## THE TASK
From the entries below, copy out every line with "than" in it.

## DATA RECORDS
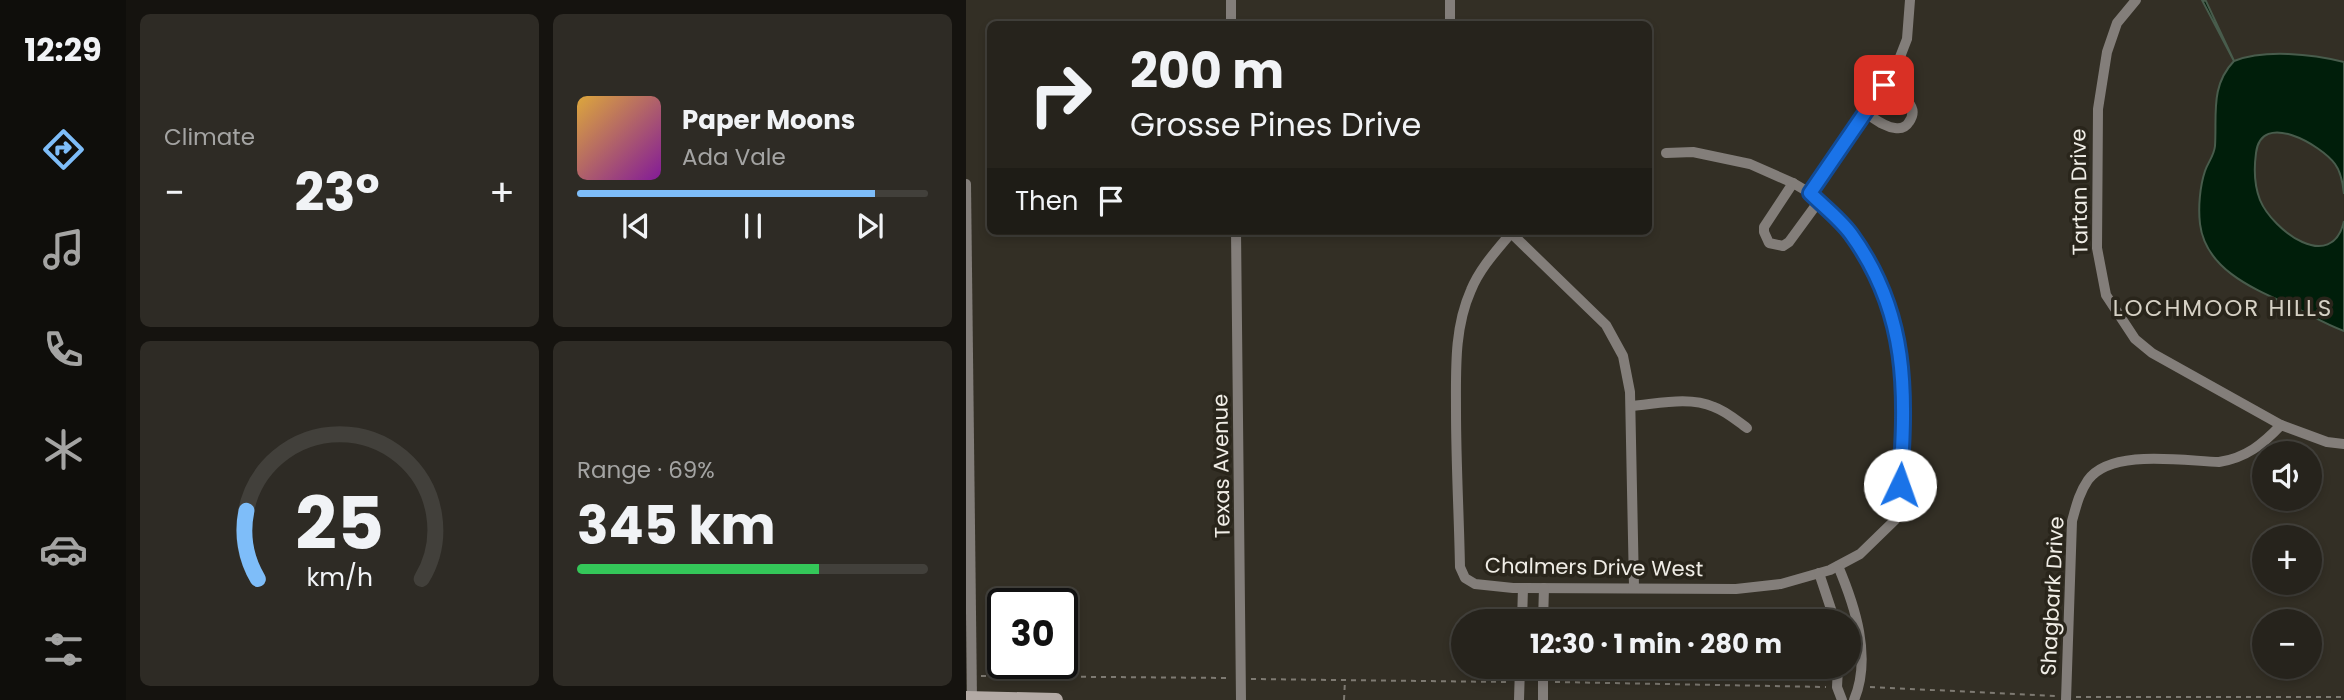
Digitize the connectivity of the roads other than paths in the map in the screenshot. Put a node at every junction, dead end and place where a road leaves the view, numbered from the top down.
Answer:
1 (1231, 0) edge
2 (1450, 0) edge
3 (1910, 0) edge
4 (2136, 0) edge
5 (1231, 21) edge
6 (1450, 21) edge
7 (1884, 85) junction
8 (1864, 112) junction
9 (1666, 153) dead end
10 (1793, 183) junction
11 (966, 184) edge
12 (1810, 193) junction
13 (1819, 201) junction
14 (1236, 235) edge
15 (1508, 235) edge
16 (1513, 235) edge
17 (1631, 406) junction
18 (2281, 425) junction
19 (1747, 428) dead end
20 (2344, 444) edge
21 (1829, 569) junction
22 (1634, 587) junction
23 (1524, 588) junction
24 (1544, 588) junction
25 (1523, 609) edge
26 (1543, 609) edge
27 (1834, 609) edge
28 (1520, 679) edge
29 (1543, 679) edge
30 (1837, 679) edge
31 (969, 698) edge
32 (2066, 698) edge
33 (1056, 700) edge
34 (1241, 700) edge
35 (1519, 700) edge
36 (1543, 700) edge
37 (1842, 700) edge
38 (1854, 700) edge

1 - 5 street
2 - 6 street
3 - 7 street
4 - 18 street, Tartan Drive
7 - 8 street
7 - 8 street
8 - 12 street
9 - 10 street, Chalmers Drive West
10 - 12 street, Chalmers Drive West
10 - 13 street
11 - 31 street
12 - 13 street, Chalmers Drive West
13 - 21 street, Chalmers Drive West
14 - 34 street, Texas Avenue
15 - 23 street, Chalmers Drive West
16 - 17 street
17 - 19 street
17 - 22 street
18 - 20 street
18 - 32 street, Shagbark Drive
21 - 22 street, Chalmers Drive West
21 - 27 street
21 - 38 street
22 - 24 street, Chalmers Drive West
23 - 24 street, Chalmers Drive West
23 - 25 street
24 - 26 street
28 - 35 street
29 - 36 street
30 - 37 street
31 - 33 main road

--

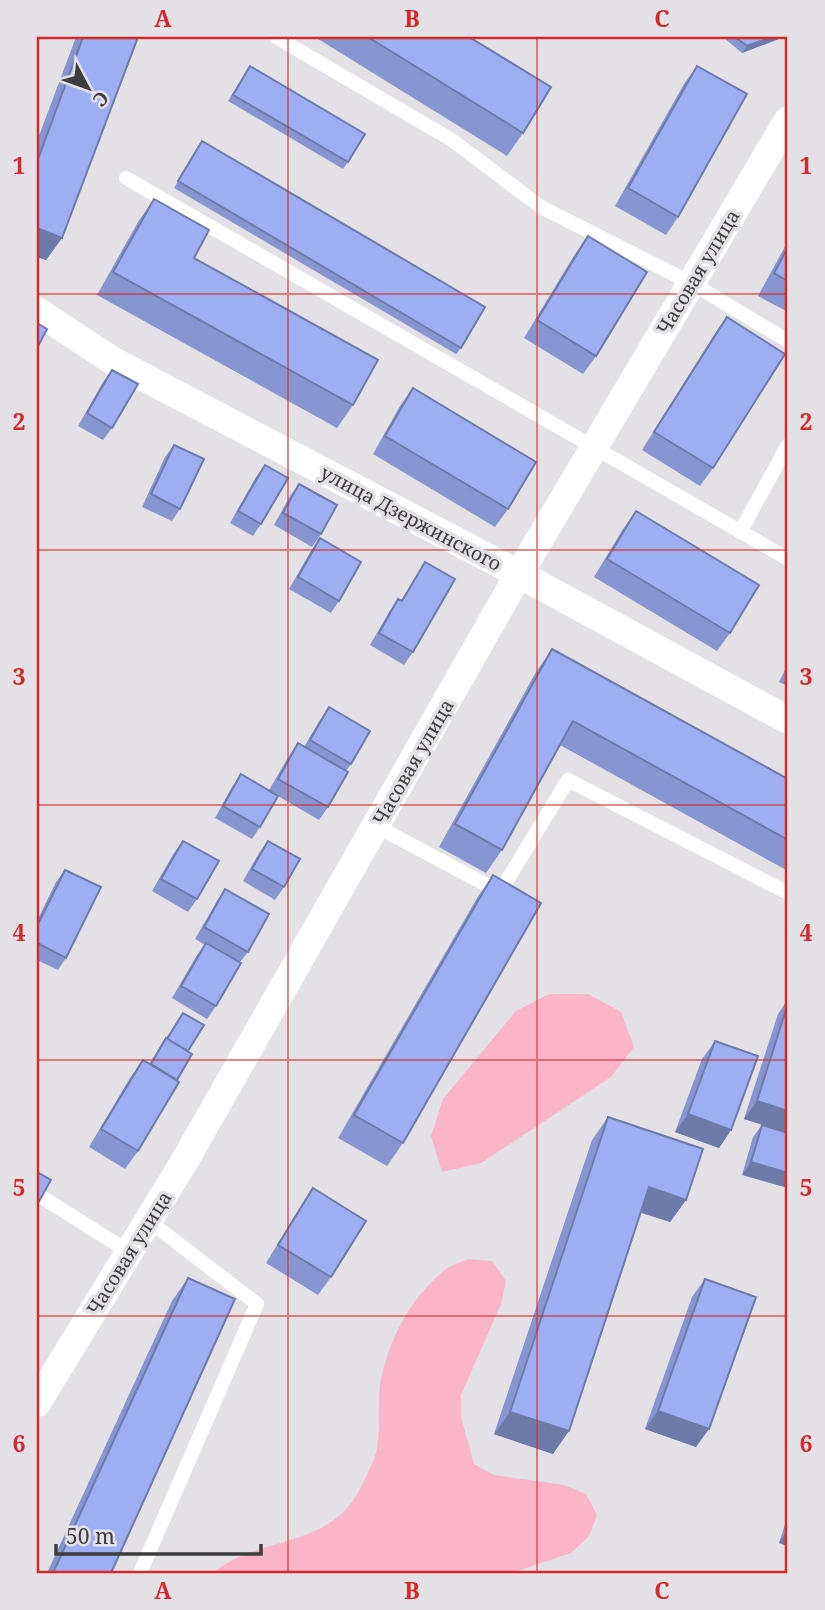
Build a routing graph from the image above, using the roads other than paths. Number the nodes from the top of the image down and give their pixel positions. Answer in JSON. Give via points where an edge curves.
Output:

## RESULT
Digitize the connectivity of the roads other than paths in the map in the screenshot. Put a node at every junction, dead end and place where a road leaves the view, numbered from the top down.
Build a routing graph from the image above, using the roads other than paths. Number the nodes from the top of the image down and give their pixel positions. Answer in JSON. Give via points where an edge curves.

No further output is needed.